Stored data
<<<<

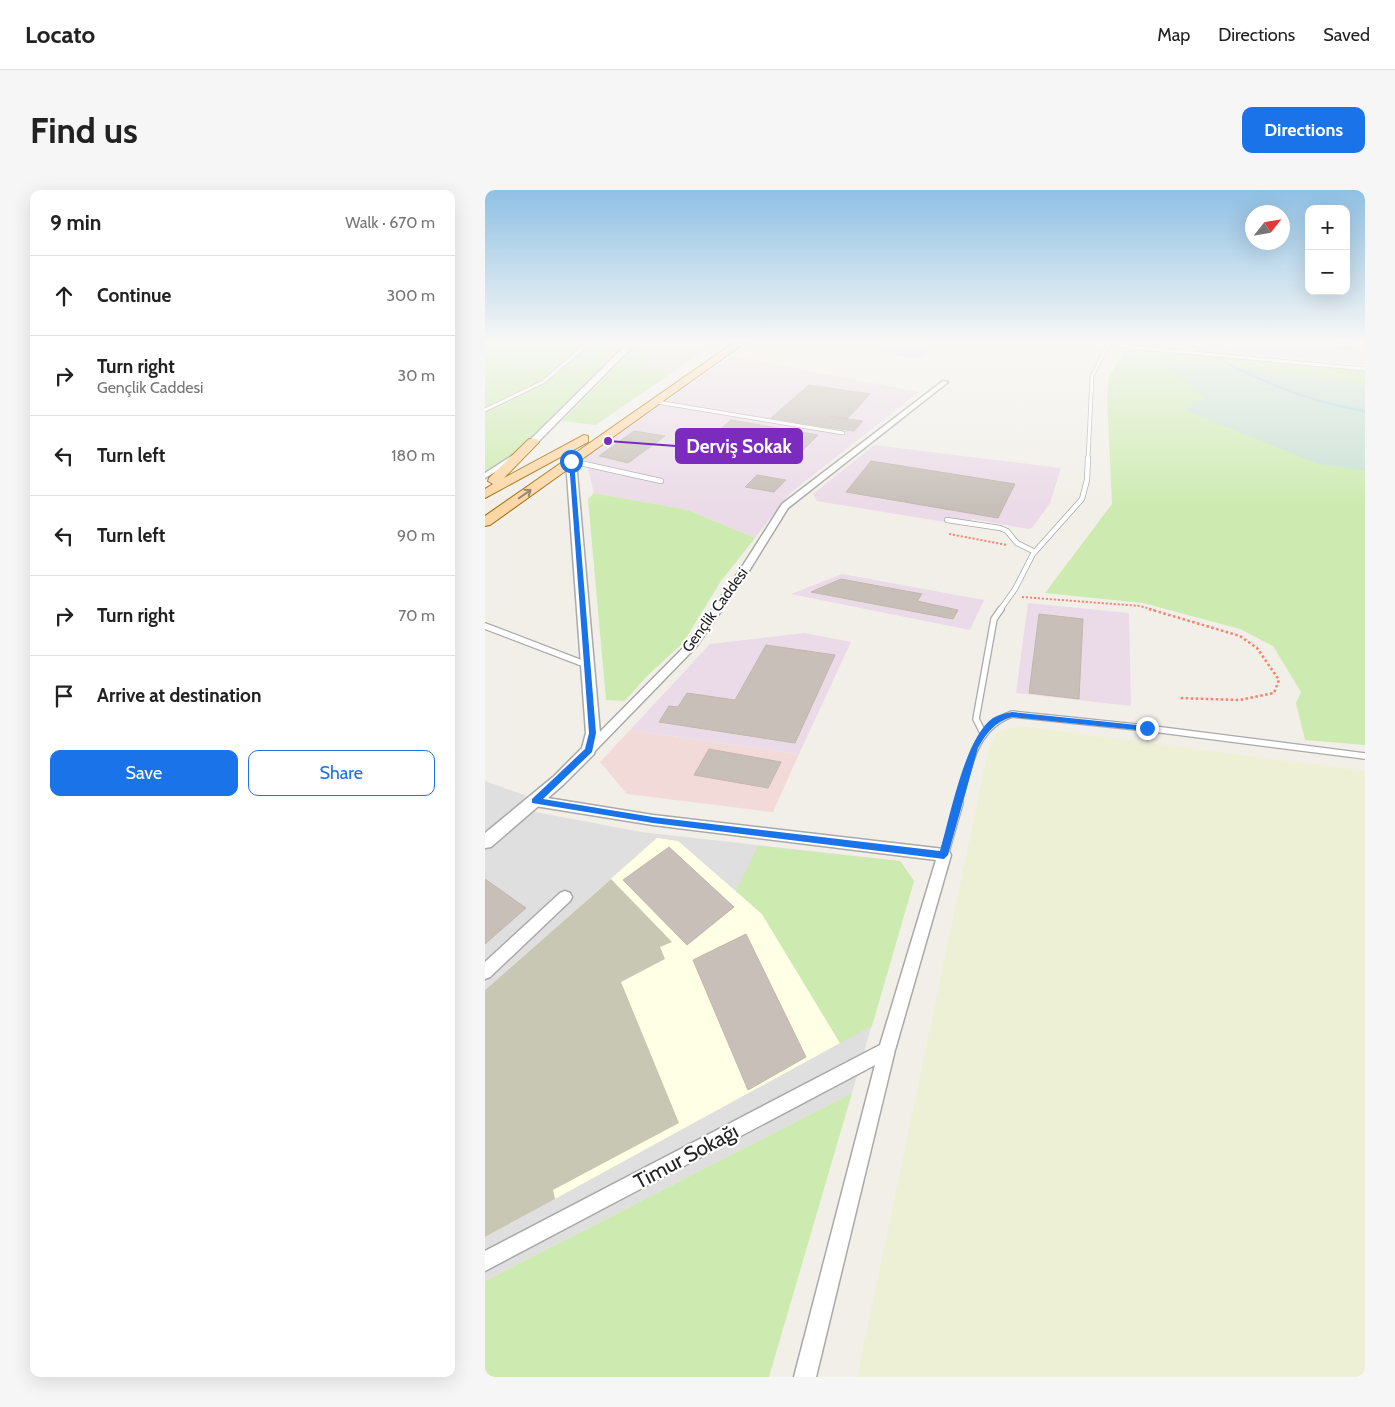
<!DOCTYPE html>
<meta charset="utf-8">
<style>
:root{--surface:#fff;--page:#f6f6f6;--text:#222;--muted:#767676;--line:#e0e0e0;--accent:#1a73e8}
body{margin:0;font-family:Cabin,sans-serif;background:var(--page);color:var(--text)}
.controls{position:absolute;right:15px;top:15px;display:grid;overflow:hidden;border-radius:10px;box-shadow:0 5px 20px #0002}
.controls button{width:45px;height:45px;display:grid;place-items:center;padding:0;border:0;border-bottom:1px solid var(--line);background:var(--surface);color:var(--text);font:25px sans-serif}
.compass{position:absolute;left:760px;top:15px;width:45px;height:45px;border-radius:50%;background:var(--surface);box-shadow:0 5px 20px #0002;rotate:59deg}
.stop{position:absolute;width:15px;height:15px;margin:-11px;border:4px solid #1a73e8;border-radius:50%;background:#fff}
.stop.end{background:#1a73e8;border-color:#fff;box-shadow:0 1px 5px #0008}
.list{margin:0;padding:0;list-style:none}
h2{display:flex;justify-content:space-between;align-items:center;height:65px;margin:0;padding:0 20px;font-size:21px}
h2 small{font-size:16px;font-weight:400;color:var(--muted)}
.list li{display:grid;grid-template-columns:32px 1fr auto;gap:15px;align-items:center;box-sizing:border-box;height:80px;padding:0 20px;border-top:1px solid var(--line)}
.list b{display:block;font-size:19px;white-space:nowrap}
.list p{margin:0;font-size:16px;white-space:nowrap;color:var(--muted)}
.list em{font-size:16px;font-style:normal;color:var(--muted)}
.actions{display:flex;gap:10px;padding:15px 20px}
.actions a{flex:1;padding:11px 0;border:1px solid var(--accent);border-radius:10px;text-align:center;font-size:18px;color:var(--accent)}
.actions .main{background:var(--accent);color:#fff}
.icon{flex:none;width:28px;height:28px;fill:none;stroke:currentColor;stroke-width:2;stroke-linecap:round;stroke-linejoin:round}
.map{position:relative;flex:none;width:880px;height:1187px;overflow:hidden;border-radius:10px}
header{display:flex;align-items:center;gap:30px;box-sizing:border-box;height:70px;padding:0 25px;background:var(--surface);border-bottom:1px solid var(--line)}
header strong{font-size:24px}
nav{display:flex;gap:28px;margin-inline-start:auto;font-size:18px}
.intro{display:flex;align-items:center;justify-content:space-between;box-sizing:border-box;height:120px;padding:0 30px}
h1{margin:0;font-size:35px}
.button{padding:12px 22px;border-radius:10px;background:var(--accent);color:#fff;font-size:18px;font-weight:700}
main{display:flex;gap:30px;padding:0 30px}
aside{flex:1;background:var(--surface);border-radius:10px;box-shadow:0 5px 20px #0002}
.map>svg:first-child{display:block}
.residential{fill:#e0dfdf}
.commercial{fill:#f2dad9}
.industrial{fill:#ebdbe8}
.education{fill:#ffffe5}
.construction{fill:#c7c7b4}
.farmland{fill:#eef0d5}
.grass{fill:#cdebb0}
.wetland{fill:#c6e0d4}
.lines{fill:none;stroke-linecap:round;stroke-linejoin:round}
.stream{stroke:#aad3df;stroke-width:2.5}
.building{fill:#c7bfb8;stroke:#c4b6ab}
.service-far3-casing{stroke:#a9a9a9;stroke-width:4.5}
.service-far2-casing{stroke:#a9a9a9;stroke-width:6}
.service-far1-casing{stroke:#a9a9a9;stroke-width:8}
.service-casing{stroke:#a9a9a9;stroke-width:10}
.minor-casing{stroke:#a9a9a9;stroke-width:3}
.tertiary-casing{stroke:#a9a9a9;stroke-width:3}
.primary-casing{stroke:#a06b00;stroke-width:2}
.path-far1{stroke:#fa8072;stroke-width:2;stroke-dasharray:2 2;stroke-linecap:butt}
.path{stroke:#fa8072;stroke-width:2.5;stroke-dasharray:2.5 2.5;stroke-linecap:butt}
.service-far3{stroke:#fff;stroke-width:3}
.service-far2{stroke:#fff;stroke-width:4.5}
.service-far1{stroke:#fff;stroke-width:5.5}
.service{stroke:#fff;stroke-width:8}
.minor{fill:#fff;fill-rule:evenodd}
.tertiary{fill:#fff;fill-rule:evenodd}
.primary{fill:#fcd6a4;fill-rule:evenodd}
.oneway{stroke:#8f7c63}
.route{fill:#1a73e8}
.labels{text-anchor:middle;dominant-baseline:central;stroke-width:4.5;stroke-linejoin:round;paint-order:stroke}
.far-street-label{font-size:15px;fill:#222;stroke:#fff}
.near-street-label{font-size:21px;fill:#222;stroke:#fff}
.leader{fill:none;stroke:#7b2cbf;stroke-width:2}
.callout-dot{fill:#7b2cbf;stroke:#fff;stroke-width:2}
.callout{fill:#7b2cbf;stroke:#7b2cbf;stroke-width:2}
.callout-label{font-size:19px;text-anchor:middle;font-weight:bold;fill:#fff}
</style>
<header>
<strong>Locato</strong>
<nav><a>Map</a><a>Directions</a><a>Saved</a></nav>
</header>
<div class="intro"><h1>Find us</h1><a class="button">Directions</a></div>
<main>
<aside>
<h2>9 min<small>Walk · 670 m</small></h2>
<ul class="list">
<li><svg class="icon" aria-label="ahead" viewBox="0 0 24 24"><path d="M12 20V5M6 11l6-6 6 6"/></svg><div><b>Continue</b></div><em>300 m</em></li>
<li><svg class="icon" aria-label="right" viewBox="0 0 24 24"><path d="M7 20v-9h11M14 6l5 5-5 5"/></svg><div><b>Turn right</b><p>Gençlik Caddesi</p></div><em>30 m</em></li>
<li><svg class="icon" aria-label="left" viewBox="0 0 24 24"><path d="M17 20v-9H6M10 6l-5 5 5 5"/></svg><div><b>Turn left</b></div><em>180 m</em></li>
<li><svg class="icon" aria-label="left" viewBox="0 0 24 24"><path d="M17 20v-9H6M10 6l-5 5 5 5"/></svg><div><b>Turn left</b></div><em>90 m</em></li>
<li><svg class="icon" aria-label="right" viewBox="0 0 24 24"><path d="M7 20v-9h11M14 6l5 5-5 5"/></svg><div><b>Turn right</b></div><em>70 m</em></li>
<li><svg class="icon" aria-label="arrive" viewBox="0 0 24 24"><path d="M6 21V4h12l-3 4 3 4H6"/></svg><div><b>Arrive at destination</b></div></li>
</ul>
<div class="actions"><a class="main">Save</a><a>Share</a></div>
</aside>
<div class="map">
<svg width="880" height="1187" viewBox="0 0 880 1187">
<rect width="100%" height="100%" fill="#f2efe9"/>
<path class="residential" d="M156,151h78l-46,31 -30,-3 14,-14 -27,-3z
M0,591l42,15 -13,12 127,24 259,29 14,20 -62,212 -367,188z"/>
<path class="commercial" d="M145,540l169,24 -26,58 -146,-18 -27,-32z"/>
<path class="industrial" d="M355,151h100l-17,15 -13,2z
M638,151h242v24z
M246,166l188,36 -130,102 -34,44 -67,-28 -94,-17 -9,-35z
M389,255l187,23 -11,35 -18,25 -4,1 -56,-10 -3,7 -152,-25 -4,-7z
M357,384l142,26 -14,30 -179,-36z
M543,413l101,10 2,93 -115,-13z
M319,443l47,9 -52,112 -169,-24 80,-86z"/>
<path class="education" d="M172,648l21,3 84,73 78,129 -355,194v-247z"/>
<path class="construction" d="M126,689l61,63 -12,5 5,12 -44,23 58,141 -126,67 2,9 -70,38v-247z"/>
<path class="farmland" d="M534,536l346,45v606h-508l131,-626 10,-19z"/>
<path class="grass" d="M0,151h143l-115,114 -28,16z
M641,160l60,3 179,18v374l-60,-5 -9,-37 5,-11 -28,-46 -33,-17 -97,-26 -98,-10 67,-89 -5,-106 2,-22z
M145,162l28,3 -14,14 29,3 -77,53 -34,-4z
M109,303l94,17 67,28 -34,43 -38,62 -36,33 -22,25 -19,-1 -18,-201z
M273,656l142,15 14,20 -42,145 -32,17 -78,-129 -26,-23z
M367,903l-83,284h-284v-96z"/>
<path class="wetland" d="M710,173l170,21v87l-49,-8 -131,-53 20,-12 -38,-33z"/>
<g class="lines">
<path class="stream" d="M698,151c5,5 17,7 24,11 49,28 102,50 158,59
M719,151l12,2 5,-2"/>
</g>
<path class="building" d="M851,152l15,1 2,7 -15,-2z
M324,195l61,9 -23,25 -17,-3 -10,10 -49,-8z
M345,226l17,3 16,2 -9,10 -34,-5z
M246,230l87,15 -23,23 -90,-16z
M149,241l31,5 -37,27 -29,-7z
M386,271l144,23 -17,34 -152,-26z
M272,285l29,5 -12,12 -29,-5z
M356,389l81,15 -5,7 41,9 -5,9 -142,-27z
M554,424l44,5 -4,80 -50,-6z
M281,455l69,10 -40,88 -136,-21 10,-16 9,1 9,-14 48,7z
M224,559l72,13 -13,26 -74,-13z
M184,657l65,60 -47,38 -64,-65z
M0,689l41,29 -41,36z
M261,744l60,123 -58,33 -55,-130z"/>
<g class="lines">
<defs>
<path id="service-far3" d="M172,212l186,31
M0,220l58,-28 48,-41
M603,269l4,-83 16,-31 257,24"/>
<path id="service-far2" d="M86,271l90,20
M462,330l53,8 7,3 10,12 18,9
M515,420l15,-21 18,-35 49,-55 5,-19 1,-22"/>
<path id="service-far1" d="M0,436l102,39
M498,543l-7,-14 18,-100 7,-10
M473,615c10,-36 15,-77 54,-91l134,14 219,28"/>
<path id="service" d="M459,665l15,-52"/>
<path id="minor" d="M458,191l5,1 -160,126 -39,63 -53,76 -103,106h-8l-2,-3 2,-3 103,-104 52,-73 42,-66z
M28,265l7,2 -35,21v-5z
M50,606l118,19 291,34 5,2 2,4 -56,195 -79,327h-22l81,-312 -390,206v-20l395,-206 56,-185 -283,-35 -118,-19 -5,-2 -1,-3 1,-3z
M80,701l5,2 2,4 -2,4 -80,76 -5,2v-17l75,-69z"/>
<path id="tertiary" d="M145,151h8l-102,103h-6v-4z
M86,268l5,3 24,272 -6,21 -31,31 -72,62 -6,1v-15l68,-56 29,-29 4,-15 -20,-272z"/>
<path id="primary" d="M251,151h11l-257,184 -5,1v-10z
M99,245l4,1v6l-103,56v-9l8,-5 -5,-3 1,-3 40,-39h8l2,3 -35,36z"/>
</defs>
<use href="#service-far3" class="service-far3-casing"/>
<use href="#service-far2" class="service-far2-casing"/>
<use href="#service-far1" class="service-far1-casing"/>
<use href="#service" class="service-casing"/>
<use href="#minor" class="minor-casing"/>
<use href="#tertiary" class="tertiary-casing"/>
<use href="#primary" class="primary-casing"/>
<path class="path-far1" d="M464,344l58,11
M537,407l118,9 14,4"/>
<path class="path" d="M664,419l91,27 17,12 22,32 -5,13 -35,7 -61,-2"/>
<use href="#service-far3" class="service-far3"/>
<use href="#service-far2" class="service-far2"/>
<use href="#service-far1" class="service-far1"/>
<use href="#service" class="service"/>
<use href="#minor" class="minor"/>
<use href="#tertiary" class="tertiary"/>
<use href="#primary" class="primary"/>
</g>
<defs><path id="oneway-shaft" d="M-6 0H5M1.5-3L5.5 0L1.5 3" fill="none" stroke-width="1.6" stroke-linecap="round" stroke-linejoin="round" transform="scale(1.25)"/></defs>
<use class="oneway" href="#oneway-shaft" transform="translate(40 304) rotate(-35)"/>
<linearGradient id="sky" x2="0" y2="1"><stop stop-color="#8fc0e4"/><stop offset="0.48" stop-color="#f9f8f5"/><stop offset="1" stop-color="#f9f8f5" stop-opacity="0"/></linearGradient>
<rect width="880" height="317" fill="url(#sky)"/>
<path class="route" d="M86,270l3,1 22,272 -4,19 -49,47 110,18 287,34c10,-34 25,-114 53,-133 5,-3 13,-5 19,-6l135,14 3,2 -3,3 -135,-14c-17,5 -25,15 -34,31l-30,107 -4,4 -291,-36 -121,-20v-4l53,-50 4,-16 -20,-272z"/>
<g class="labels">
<g class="far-street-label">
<text transform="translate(230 420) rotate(-54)">Gençlik Caddesi</text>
</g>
<g class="near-street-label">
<text transform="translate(201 966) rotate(-28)">Timur Sokağı</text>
</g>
</g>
<path class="leader" d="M123 251L191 256"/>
<circle class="callout-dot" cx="123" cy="251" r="5"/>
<rect class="callout" x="191" y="239" width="126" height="34" rx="5"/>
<g class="callout-label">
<text x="254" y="263">Derviş Sokak</text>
</g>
</svg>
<div class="controls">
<button>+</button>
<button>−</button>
</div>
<svg class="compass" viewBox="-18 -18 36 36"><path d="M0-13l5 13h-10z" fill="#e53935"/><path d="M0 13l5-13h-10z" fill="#767676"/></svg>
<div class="stop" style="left:86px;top:271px"></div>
<div class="stop end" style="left:662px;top:538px"></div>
</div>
</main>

>>>>

Aim of the task
Search the records for the word "compass". Copy every line that has it.

Expected output
.compass{position:absolute;left:760px;top:15px;width:45px;height:45px;border-radius:50%;background:var(--surface);box-shadow:0 5px 20px #0002;rotate:59deg}
<svg class="compass" viewBox="-18 -18 36 36"><path d="M0-13l5 13h-10z" fill="#e53935"/><path d="M0 13l5-13h-10z" fill="#767676"/></svg>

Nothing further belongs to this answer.